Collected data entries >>

━━━━━━

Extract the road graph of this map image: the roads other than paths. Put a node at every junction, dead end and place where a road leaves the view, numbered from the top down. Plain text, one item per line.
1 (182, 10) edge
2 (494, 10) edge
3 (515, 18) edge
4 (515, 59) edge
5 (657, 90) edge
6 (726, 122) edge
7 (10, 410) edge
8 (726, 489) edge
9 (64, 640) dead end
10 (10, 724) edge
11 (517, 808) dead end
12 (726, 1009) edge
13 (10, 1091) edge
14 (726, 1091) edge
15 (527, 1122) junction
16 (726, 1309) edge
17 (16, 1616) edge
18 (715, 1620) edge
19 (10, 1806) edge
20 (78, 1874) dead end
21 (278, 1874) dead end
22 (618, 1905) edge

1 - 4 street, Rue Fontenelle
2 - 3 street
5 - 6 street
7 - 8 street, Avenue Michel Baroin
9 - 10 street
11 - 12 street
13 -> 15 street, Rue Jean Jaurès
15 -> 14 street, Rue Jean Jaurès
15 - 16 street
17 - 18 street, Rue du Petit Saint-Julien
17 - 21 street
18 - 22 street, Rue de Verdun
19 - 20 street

━━━━━━

EXERCISE INSTRUCTIONS >>
All of the records should be repeated precisely as written.

EXERCISE RESULT >>
Extract the road graph of this map image: the roads other than paths. Put a node at every junction, dead end and place where a road leaves the view, numbered from the top down. Plain text, one item per line.
1 (182, 10) edge
2 (494, 10) edge
3 (515, 18) edge
4 (515, 59) edge
5 (657, 90) edge
6 (726, 122) edge
7 (10, 410) edge
8 (726, 489) edge
9 (64, 640) dead end
10 (10, 724) edge
11 (517, 808) dead end
12 (726, 1009) edge
13 (10, 1091) edge
14 (726, 1091) edge
15 (527, 1122) junction
16 (726, 1309) edge
17 (16, 1616) edge
18 (715, 1620) edge
19 (10, 1806) edge
20 (78, 1874) dead end
21 (278, 1874) dead end
22 (618, 1905) edge

1 - 4 street, Rue Fontenelle
2 - 3 street
5 - 6 street
7 - 8 street, Avenue Michel Baroin
9 - 10 street
11 - 12 street
13 -> 15 street, Rue Jean Jaurès
15 -> 14 street, Rue Jean Jaurès
15 - 16 street
17 - 18 street, Rue du Petit Saint-Julien
17 - 21 street
18 - 22 street, Rue de Verdun
19 - 20 street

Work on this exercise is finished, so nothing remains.